2 – Il ricorso di M.F. domanda la cassazione della sentenza per due motivi.

La Provincia Italiana della Congregazione dei Figli della Immacolata Concezione e l’Istituto Dermopatico dell’Immacolata – Congregazione dei Figli della Immacolata Concezione non svolgono attività difensiva.

La ricorrente deposita anche memoria ex art. 378 cod. proc. civ.

Diritto

MOTIVI DELLA DECISIONE

1 – Profili preliminari.

3- Preliminarmente deve essere precisato che la rinnovata notifica del ricorso deve considerarsi valida, a nulla rilevando il rifiuto dell’avvocato destinatario di ricevere l’atto.

Infatti, costituisce principio di diritto, sia sostanziale che processuale, che il rifiuto di una prestazione o di un adempimento da parte del destinatario non possa risolversi a danno dell’obbligato, inficiandone l’adempimento (Cass. 18 settembre 2009, n. 20272).

Un’applicazione di tale principio è rappresentata dalla cosiddetta perpetualo dell’ufficio defensionale, secondo cui, ai sensi degli artt. 85 e 301 cod. proc. civ., la revoca o la rinuncia al mandato non hanno effetto nei confronti dell’altra parte finchè non sia avvenuta la sostituzione del difensore (Cass. 3 giugno 1997, n. 4944).

Conseguentemente, la notificazione deve ritenersi avvenuta qualora – come accade nella specie – l’ufficiale giudiziario, nella sua relazione, non si sia limitato a dare atto della dichiarazione del procuratore domiciliatario di avere rinunciato al mandato, ma abbia anche attestato il rifiuto dello stesso procuratore destinatario di ricevere la copia dell’atto da notificare (Cass. 26 giugno 1969, n. 2293).

2 – Sintesi dei motivi di ricorso.

4- Con il primo motivo di ricorso si denuncia, in relazione all’art. 360 c.p.c., n. 3, violazione e/o falsa applicazione dell’art. 111 cod. proc. civ. Si sottolinea che la situazione verificatasi nella specie – diversamente da quanto affermato dalla Corte d’appello – è da qualificare come successione nel diritto controverso o successione a titolo particolare per atto tra vivi del diritto stesso, giacchè il soggetto dante causa non si estinto ed ha, quindi, mantenuto la qualità di parte processuale nei giudizi pendenti.

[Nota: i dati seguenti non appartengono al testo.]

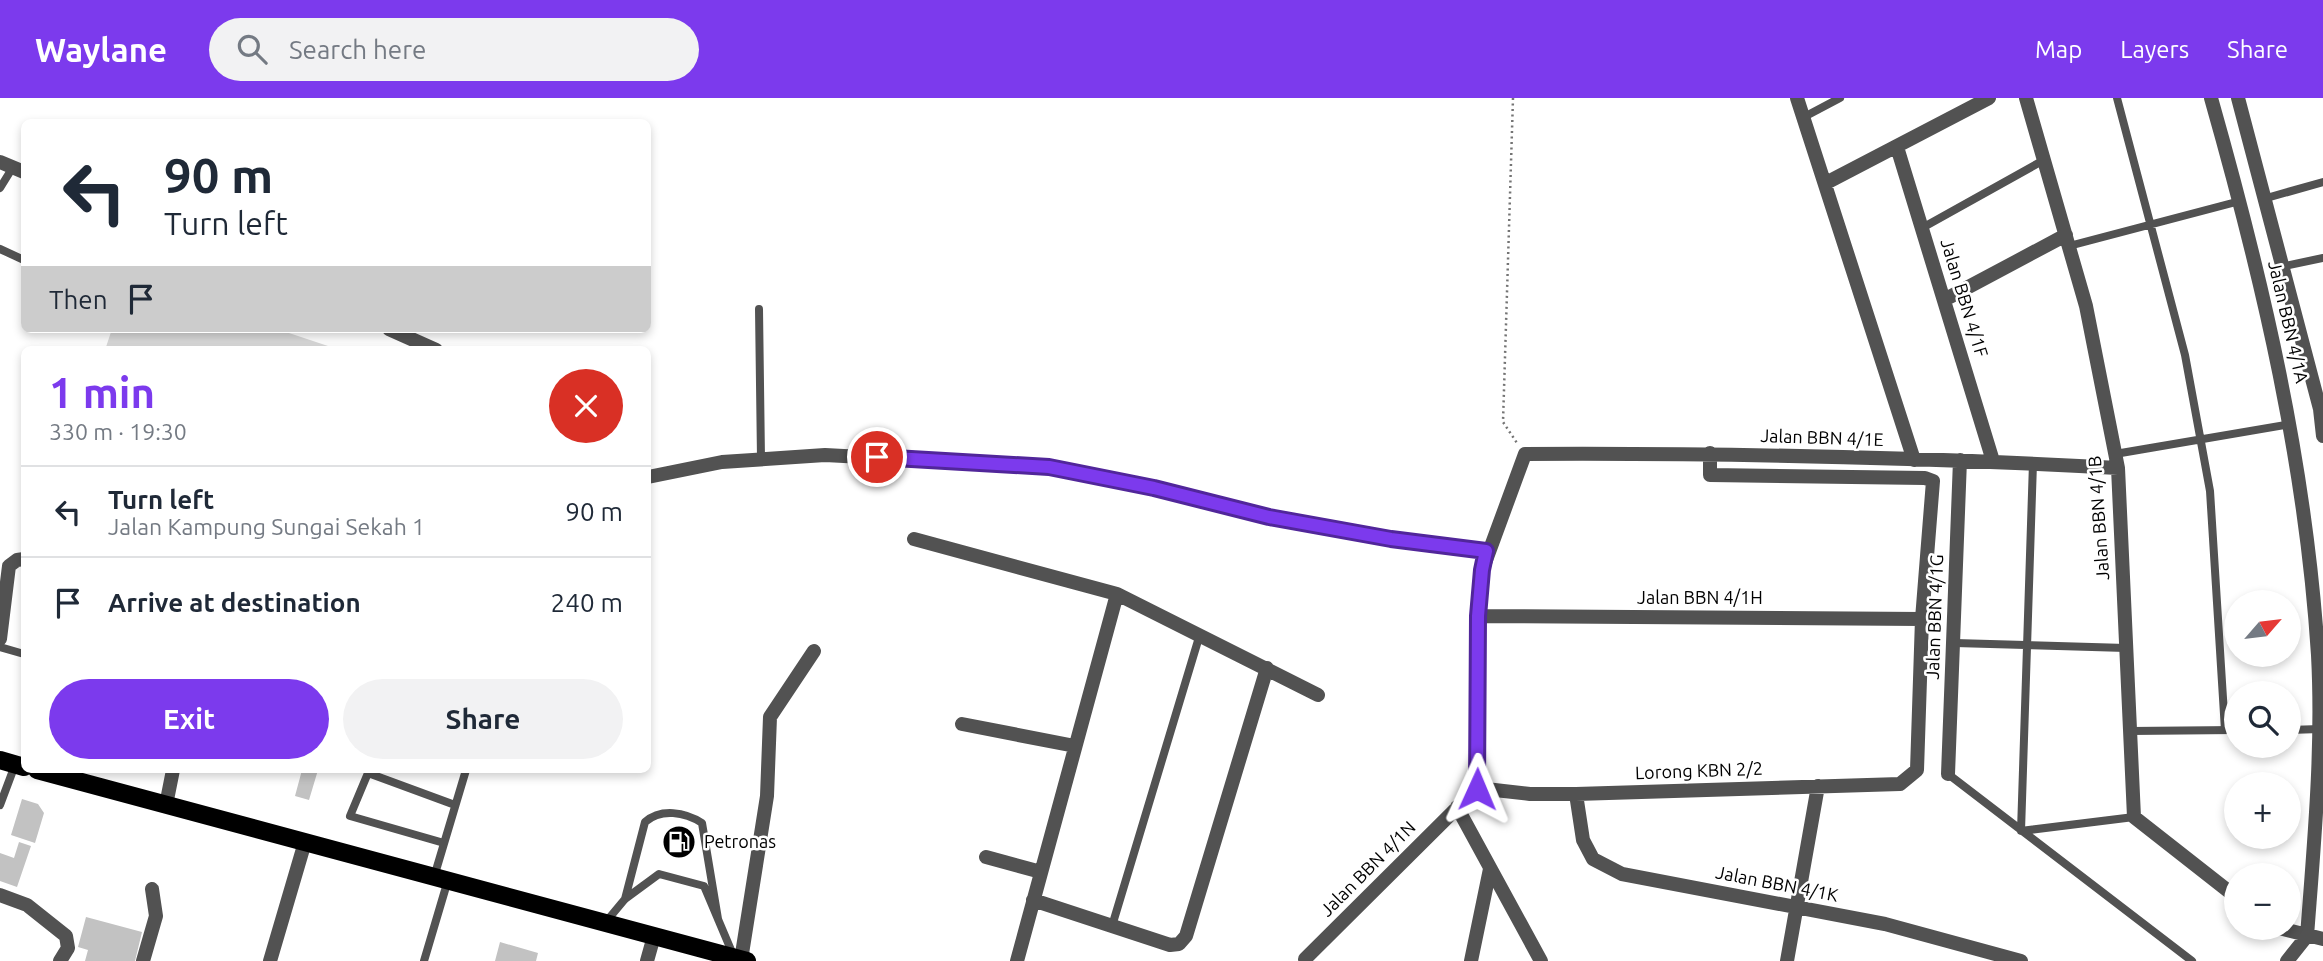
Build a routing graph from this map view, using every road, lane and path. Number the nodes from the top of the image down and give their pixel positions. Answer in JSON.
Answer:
{"nodes":[{"id":1,"x":1513,"y":98,"type":"edge"},
{"id":2,"x":1797,"y":98,"type":"edge"},
{"id":3,"x":1840,"y":98,"type":"edge"},
{"id":4,"x":1989,"y":98,"type":"edge"},
{"id":5,"x":2026,"y":98,"type":"edge"},
{"id":6,"x":2118,"y":98,"type":"edge"},
{"id":7,"x":2211,"y":98,"type":"edge"},
{"id":8,"x":2238,"y":98,"type":"edge"},
{"id":9,"x":1804,"y":117,"type":"junction"},
{"id":10,"x":1897,"y":147,"type":"junction"},
{"id":11,"x":2044,"y":160,"type":"junction"},
{"id":12,"x":12,"y":167,"type":"edge"},
{"id":13,"x":2323,"y":182,"type":"edge"},
{"id":14,"x":1826,"y":183,"type":"junction"},
{"id":15,"x":0,"y":188,"type":"edge"},
{"id":16,"x":2263,"y":199,"type":"junction"},
{"id":17,"x":2240,"y":201,"type":"junction"},
{"id":18,"x":2151,"y":225,"type":"junction"},
{"id":19,"x":1922,"y":228,"type":"junction"},
{"id":20,"x":2067,"y":241,"type":"junction"},
{"id":21,"x":0,"y":249,"type":"edge"},
{"id":22,"x":2323,"y":258,"type":"edge"},
{"id":23,"x":21,"y":259,"type":"edge"},
{"id":24,"x":2280,"y":267,"type":"junction"},
{"id":25,"x":1944,"y":300,"type":"junction"},
{"id":26,"x":759,"y":309,"type":"dead end"},
{"id":27,"x":398,"y":333,"type":"edge"},
{"id":28,"x":427,"y":346,"type":"edge"},
{"id":29,"x":2291,"y":424,"type":"junction"},
{"id":30,"x":2323,"y":436,"type":"edge"},
{"id":31,"x":2201,"y":440,"type":"junction"},
{"id":32,"x":1710,"y":453,"type":"junction"},
{"id":33,"x":1525,"y":454,"type":"junction"},
{"id":34,"x":761,"y":459,"type":"junction"},
{"id":35,"x":1914,"y":460,"type":"junction"},
{"id":36,"x":1960,"y":460,"type":"junction"},
{"id":37,"x":1993,"y":461,"type":"junction"},
{"id":38,"x":2116,"y":461,"type":"junction"},
{"id":39,"x":2033,"y":463,"type":"junction"},
{"id":40,"x":651,"y":476,"type":"edge"},
{"id":41,"x":914,"y":538,"type":"dead end"},
{"id":42,"x":1486,"y":551,"type":"junction"},
{"id":43,"x":21,"y":559,"type":"edge"},
{"id":44,"x":2317,"y":588,"type":"edge"},
{"id":45,"x":1117,"y":594,"type":"junction"},
{"id":46,"x":1478,"y":616,"type":"junction"},
{"id":47,"x":1922,"y":619,"type":"junction"},
{"id":48,"x":1200,"y":634,"type":"junction"},
{"id":49,"x":0,"y":639,"type":"edge"},
{"id":50,"x":1955,"y":643,"type":"junction"},
{"id":51,"x":2027,"y":646,"type":"junction"},
{"id":52,"x":0,"y":647,"type":"edge"},
{"id":53,"x":2126,"y":648,"type":"junction"},
{"id":54,"x":814,"y":651,"type":"dead end"},
{"id":55,"x":21,"y":653,"type":"edge"},
{"id":56,"x":1267,"y":668,"type":"junction"},
{"id":57,"x":1318,"y":695,"type":"dead end"},
{"id":58,"x":2224,"y":714,"type":"edge"},
{"id":59,"x":962,"y":724,"type":"dead end"},
{"id":60,"x":2320,"y":729,"type":"junction"},
{"id":61,"x":2224,"y":730,"type":"edge"},
{"id":62,"x":2301,"y":730,"type":"edge"},
{"id":63,"x":2130,"y":731,"type":"junction"},
{"id":64,"x":1075,"y":746,"type":"junction"},
{"id":65,"x":13,"y":764,"type":"edge"},
{"id":66,"x":48,"y":773,"type":"edge"},
{"id":67,"x":172,"y":773,"type":"edge"},
{"id":68,"x":465,"y":773,"type":"edge"},
{"id":69,"x":1948,"y":774,"type":"joint"},
{"id":70,"x":1818,"y":786,"type":"junction"},
{"id":71,"x":1477,"y":789,"type":"junction"},
{"id":72,"x":1576,"y":794,"type":"junction"},
{"id":73,"x":0,"y":805,"type":"edge"},
{"id":74,"x":166,"y":805,"type":"junction"},
{"id":75,"x":455,"y":805,"type":"junction"},
{"id":76,"x":1457,"y":807,"type":"junction"},
{"id":77,"x":2134,"y":817,"type":"junction"},
{"id":78,"x":2021,"y":831,"type":"junction"},
{"id":79,"x":2319,"y":836,"type":"edge"},
{"id":80,"x":305,"y":842,"type":"junction"},
{"id":81,"x":444,"y":843,"type":"junction"},
{"id":82,"x":986,"y":857,"type":"dead end"},
{"id":83,"x":1490,"y":869,"type":"junction"},
{"id":84,"x":1041,"y":872,"type":"junction"},
{"id":85,"x":441,"y":878,"type":"junction"},
{"id":86,"x":2224,"y":888,"type":"edge"},
{"id":87,"x":152,"y":890,"type":"dead end"},
{"id":88,"x":0,"y":895,"type":"edge"},
{"id":89,"x":625,"y":900,"type":"junction"},
{"id":90,"x":1033,"y":900,"type":"junction"},
{"id":91,"x":1798,"y":907,"type":"junction"},
{"id":92,"x":718,"y":919,"type":"junction"},
{"id":93,"x":605,"y":923,"type":"junction"},
{"id":94,"x":1112,"y":926,"type":"junction"},
{"id":95,"x":2301,"y":934,"type":"edge"},
{"id":96,"x":654,"y":936,"type":"junction"},
{"id":97,"x":2307,"y":936,"type":"junction"},
{"id":98,"x":2323,"y":939,"type":"edge"},
{"id":99,"x":741,"y":959,"type":"edge"},
{"id":100,"x":1305,"y":959,"type":"dead end"},
{"id":101,"x":60,"y":961,"type":"edge"},
{"id":102,"x":143,"y":961,"type":"edge"},
{"id":103,"x":270,"y":961,"type":"edge"},
{"id":104,"x":424,"y":961,"type":"edge"},
{"id":105,"x":647,"y":961,"type":"edge"},
{"id":106,"x":1017,"y":961,"type":"edge"},
{"id":107,"x":1471,"y":961,"type":"edge"},
{"id":108,"x":1541,"y":961,"type":"edge"},
{"id":109,"x":1787,"y":961,"type":"edge"},
{"id":110,"x":2021,"y":961,"type":"edge"},
{"id":111,"x":2193,"y":961,"type":"edge"},
{"id":112,"x":2287,"y":961,"type":"edge"}],
"edges":[{"from":1,"to":33,"type":"path"},
{"from":2,"to":9,"type":"street"},
{"from":3,"to":9,"type":"lane"},
{"from":4,"to":10,"type":"street"},
{"from":5,"to":11,"type":"street","name":"Jalan BBN 4/1B"},
{"from":6,"to":18,"type":"lane"},
{"from":7,"to":17,"type":"street","name":"Jalan BBN 4/1A"},
{"from":8,"to":16,"type":"street"},
{"from":9,"to":14,"type":"street"},
{"from":10,"to":14,"type":"street"},
{"from":10,"to":19,"type":"street","name":"Jalan BBN 4/1F"},
{"from":11,"to":19,"type":"lane"},
{"from":11,"to":20,"type":"street","name":"Jalan BBN 4/1B"},
{"from":12,"to":15,"type":"lane"},
{"from":13,"to":16,"type":"lane"},
{"from":14,"to":35,"type":"street"},
{"from":16,"to":24,"type":"street"},
{"from":17,"to":18,"type":"lane"},
{"from":17,"to":29,"type":"street","name":"Jalan BBN 4/1A"},
{"from":18,"to":20,"type":"lane"},
{"from":18,"to":31,"type":"lane"},
{"from":19,"to":25,"type":"street","name":"Jalan BBN 4/1F"},
{"from":20,"to":25,"type":"street"},
{"from":20,"to":38,"type":"street","name":"Jalan BBN 4/1B"},
{"from":21,"to":23,"type":"lane"},
{"from":22,"to":24,"type":"lane"},
{"from":24,"to":30,"type":"street"},
{"from":25,"to":37,"type":"street","name":"Jalan BBN 4/1F"},
{"from":26,"to":34,"type":"lane"},
{"from":27,"to":28,"type":"street"},
{"from":29,"to":31,"type":"lane"},
{"from":29,"to":44,"type":"street","name":"Jalan BBN 4/1A"},
{"from":31,"to":38,"type":"lane"},
{"from":31,"to":58,"type":"lane"},
{"from":32,"to":33,"type":"street","name":"Jalan BBN 4/1E"},
{"from":32,"to":35,"type":"street","name":"Jalan BBN 4/1E"},
{"from":32,"to":47,"type":"street"},
{"from":33,"to":42,"type":"street"},
{"from":34,"to":40,"type":"street"},
{"from":34,"to":42,"type":"street"},
{"from":35,"to":36,"type":"street","name":"Jalan BBN 4/1E"},
{"from":36,"to":37,"type":"street","name":"Jalan BBN 4/1E"},
{"from":36,"to":50,"type":"street","name":"Jalan BBN 4/1G"},
{"from":37,"to":39,"type":"street","name":"Jalan BBN 4/1E"},
{"from":38,"to":39,"type":"street","name":"Jalan BBN 4/1E"},
{"from":38,"to":53,"type":"street","name":"Jalan BBN 4/1B"},
{"from":39,"to":51,"type":"lane"},
{"from":41,"to":45,"type":"street"},
{"from":42,"to":46,"type":"street"},
{"from":43,"to":49,"type":"street"},
{"from":44,"to":60,"type":"street","name":"Jalan BBN 4/1A"},
{"from":45,"to":48,"type":"street"},
{"from":45,"to":64,"type":"street"},
{"from":46,"to":47,"type":"street","name":"Jalan BBN 4/1H"},
{"from":46,"to":71,"type":"street"},
{"from":47,"to":70,"type":"street","name":"Lorong KBN 2/2"},
{"from":48,"to":56,"type":"street"},
{"from":48,"to":94,"type":"lane"},
{"from":50,"to":51,"type":"lane"},
{"from":50,"to":69,"type":"street","name":"Jalan BBN 4/1G"},
{"from":51,"to":53,"type":"lane"},
{"from":51,"to":78,"type":"lane"},
{"from":52,"to":55,"type":"lane"},
{"from":53,"to":63,"type":"street","name":"Jalan BBN 4/1B"},
{"from":54,"to":99,"type":"street"},
{"from":56,"to":57,"type":"street"},
{"from":56,"to":94,"type":"street"},
{"from":59,"to":64,"type":"street"},
{"from":60,"to":62,"type":"lane"},
{"from":60,"to":79,"type":"street","name":"Jalan BBN 4/1A"},
{"from":61,"to":63,"type":"lane"},
{"from":63,"to":77,"type":"street","name":"Jalan BBN 4/1B"},
{"from":64,"to":84,"type":"street"},
{"from":65,"to":73,"type":"lane"},
{"from":66,"to":74,"type":"main road"},
{"from":67,"to":74,"type":"street"},
{"from":68,"to":75,"type":"lane"},
{"from":69,"to":78,"type":"lane"},
{"from":70,"to":72,"type":"street","name":"Lorong KBN 2/2"},
{"from":70,"to":91,"type":"street"},
{"from":71,"to":72,"type":"street","name":"Lorong KBN 2/2"},
{"from":71,"to":76,"type":"street"},
{"from":72,"to":91,"type":"street","name":"Jalan BBN 4/1K"},
{"from":74,"to":80,"type":"main road"},
{"from":75,"to":81,"type":"lane"},
{"from":75,"to":81,"type":"lane"},
{"from":76,"to":83,"type":"street"},
{"from":76,"to":100,"type":"street","name":"Jalan BBN 4/1N"},
{"from":77,"to":78,"type":"lane"},
{"from":77,"to":86,"type":"street"},
{"from":78,"to":111,"type":"lane"},
{"from":79,"to":97,"type":"street","name":"Jalan BBN 4/1A"},
{"from":80,"to":85,"type":"main road"},
{"from":80,"to":103,"type":"street"},
{"from":81,"to":85,"type":"lane"},
{"from":82,"to":84,"type":"street"},
{"from":83,"to":107,"type":"street"},
{"from":83,"to":108,"type":"street"},
{"from":84,"to":90,"type":"street"},
{"from":85,"to":93,"type":"main road"},
{"from":85,"to":104,"type":"lane"},
{"from":87,"to":102,"type":"street"},
{"from":88,"to":101,"type":"street"},
{"from":89,"to":92,"type":"lane"},
{"from":89,"to":92,"type":"lane"},
{"from":89,"to":93,"type":"lane"},
{"from":90,"to":94,"type":"street"},
{"from":90,"to":106,"type":"street"},
{"from":91,"to":109,"type":"street"},
{"from":91,"to":110,"type":"street","name":"Jalan BBN 4/1K"},
{"from":92,"to":99,"type":"lane"},
{"from":93,"to":96,"type":"main road"},
{"from":95,"to":97,"type":"street"},
{"from":96,"to":99,"type":"main road"},
{"from":96,"to":105,"type":"street"},
{"from":97,"to":98,"type":"street"},
{"from":97,"to":112,"type":"street"}]}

In tale situazione il successore può intervenire volontariamente nel processo o esservi chiamato, senza che questo comporti automaticamente l’estromissione del dante causa, che può essere disposta dal giudice solo se le altre parti vi consentano.

Conseguentemente, nel giudizio di impugnazione, il successore intervenuto in causa e l’alienante non estromesso sono litisconsorti necessari, tanto che se la sentenza viene appellata da uno solo o contro uno solo dei suddetti soggetti deve essere ordinata, anche d’ufficio, l’integrazione del contraddittorio, ai sensi dell’art. 331 cod. proc. civ. Ciò significa che, se nel giudizio di appello in oggetto la Provincia Italiana della Congregazione dei Figli della Immacolata Concezione non avesse spontaneamente effettuato un atto di intervento necessario, la Corte romana avrebbe dovuto ordinare la suddetta integrazione nei confronti della Provincia stessa.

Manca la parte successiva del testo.